Skilgannon (talk)10:56, 21 June 2013
 

Yeah, from experience I know the CPU being pushed will cause more skipped turns, though you get the impression it should be immune to that. I usually attribute it to the CPU measurement being inaccurate and the high load exacerbating it somehow. You'll also skip more turns against a CPU heavy opponent.

One interesting thing I've found with BerryBots is that when I'm drawing graphics, bots take about twice as much CPU time. I've guessed it has to do with memory or CPU cache misses increasing when it's switching between robot code and graphics code. I could imagine a similar change in cache behavior when a CPU starts experiencing high load - maybe the Robocode engine code is what stays cached in that case and so your bot takes longer. But I'm just speculating and don't really know that much about CPU cache behavior.
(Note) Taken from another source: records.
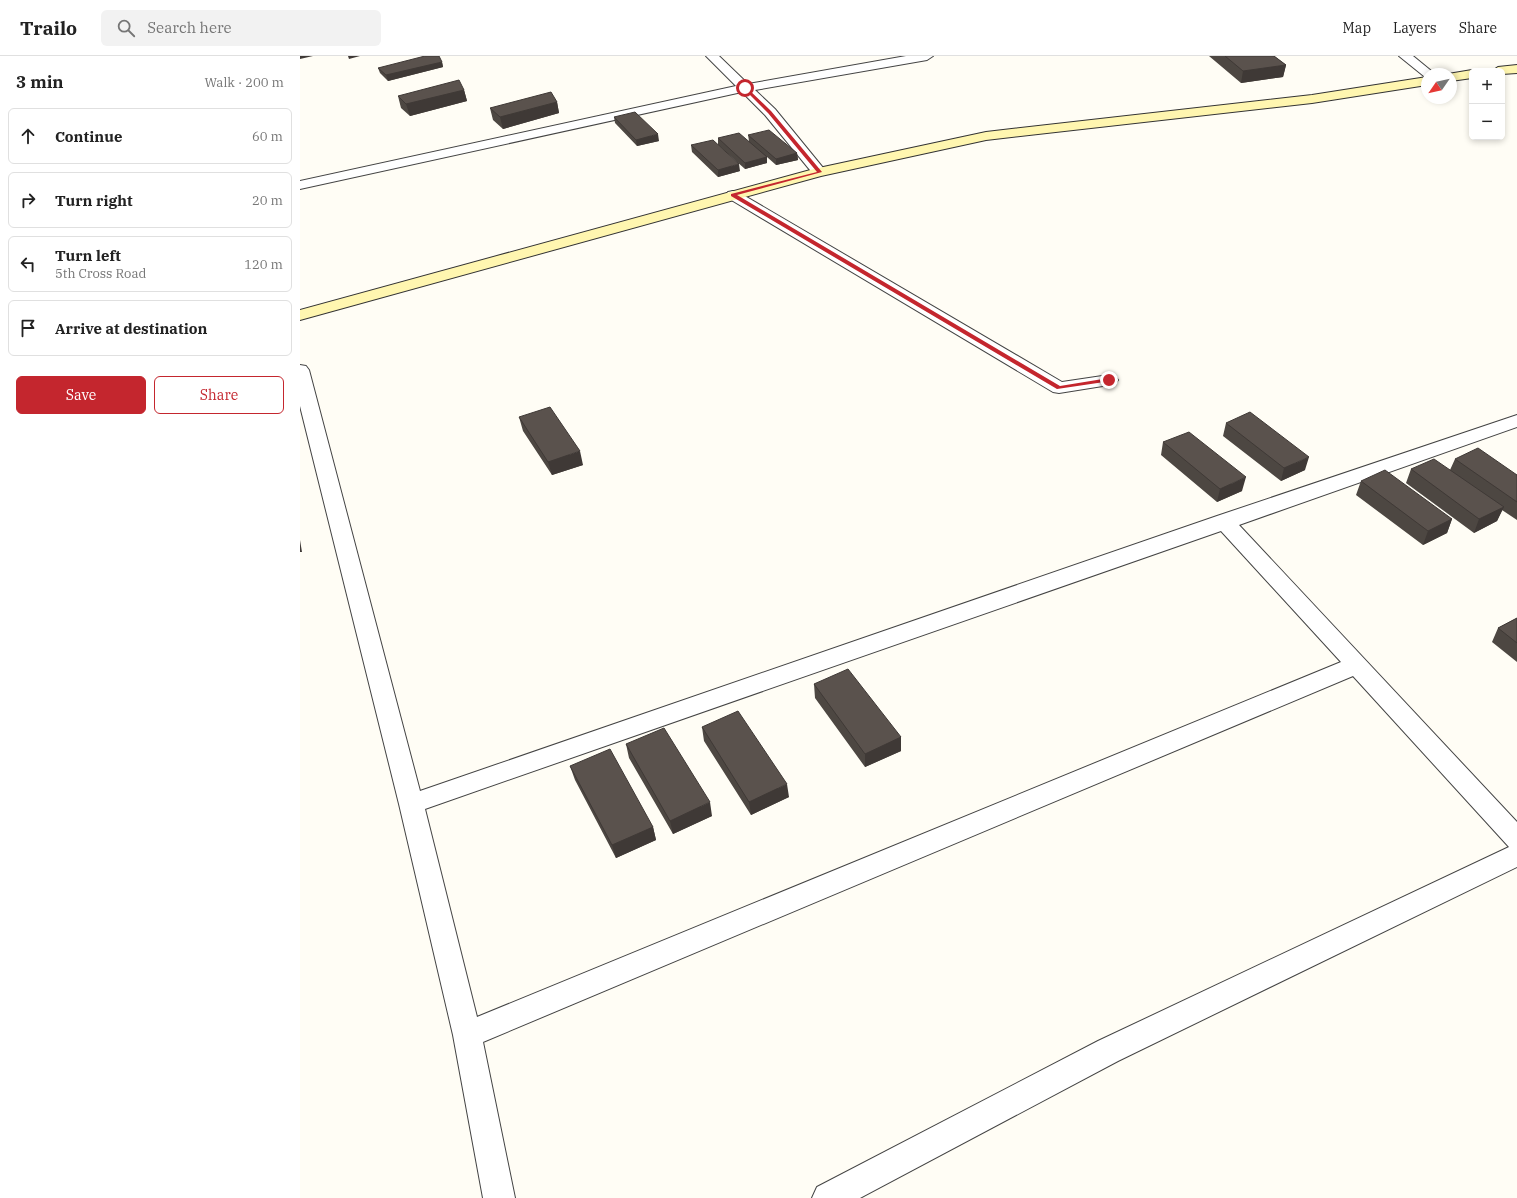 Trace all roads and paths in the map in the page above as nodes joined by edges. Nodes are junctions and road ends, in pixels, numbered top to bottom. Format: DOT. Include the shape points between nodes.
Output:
graph roads {
  1 [pos="712,56"];
  2 [pos="927,56"];
  3 [pos="1405,56"];
  4 [pos="1422,68"];
  5 [pos="1516,69"];
  6 [pos="1505,70"];
  7 [pos="1469,74"];
  8 [pos="1457,76"];
  9 [pos="1421,82"];
  10 [pos="745,88"];
  11 [pos="820,172"];
  12 [pos="300,185"];
  13 [pos="733,195"];
  14 [pos="300,315"];
  15 [pos="300,370"];
  16 [pos="1109,380"];
  17 [pos="1517,421"];
  18 [pos="1224,521"];
  19 [pos="1356,665"];
  20 [pos="411,804"];
  21 [pos="1517,840"];
  22 [pos="1517,855"];
  23 [pos="468,1035"];
  24 [pos="500,1198"];
  25 [pos="828,1198"];
  1 -- 10 [label="street"];
  2 -- 10 [label="street"];
  3 -- 4 [label="street"];
  5 -- 6 [label="main road"];
  7 -- 8 [label="main road"];
  9 -- 11 [label="main road" via="1312,98 986,136"];
  10 -- 11 [label="street" via="770,112"];
  10 -- 12 [label="street"];
  11 -- 13 [label="main road"];
  13 -- 14 [label="main road"];
  13 -- 16 [label="street" via="1059,388"];
  15 -- 20 [label="street"];
  17 -- 18 [label="street"];
  18 -- 19 [label="street"];
  18 -- 20 [label="street"];
  19 -- 21 [label="street"];
  19 -- 23 [label="street"];
  20 -- 23 [label="street"];
  22 -- 25 [label="street" via="1108,1051"];
  23 -- 24 [label="street"];
}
Voidious (talk)16:26, 21 June 2013

Well, I'm not entirely certain and I don't want to spread false information, so we'll just wait until Rednaxela fills us in...

Regarding my problem, it was indeed related to skipped turns. I have a record of the enemy's positions and I use it to check the wave intersection with the enemy robot after I retroactively set the bullet powers. Skipped turns caused me to miss the entries on some turns, resulting in the OutOfBoundsException.

But this led me to think of another question. In PIF guns, how do you deal with the end of a round. Do your logs just jump to the next round or do you keep separate logs for each round or what?

Thanks for the help!

AW (talk)17:14, 21 June 2013

Any PIFs that hit the end of the round I discard. I pull a bigger cluster than I need and just do the first N that work.

Skilgannon (talk)19:42, 21 June 2013
 

Keeping separate logs for each round is more accurate, but with bigger codesize as well.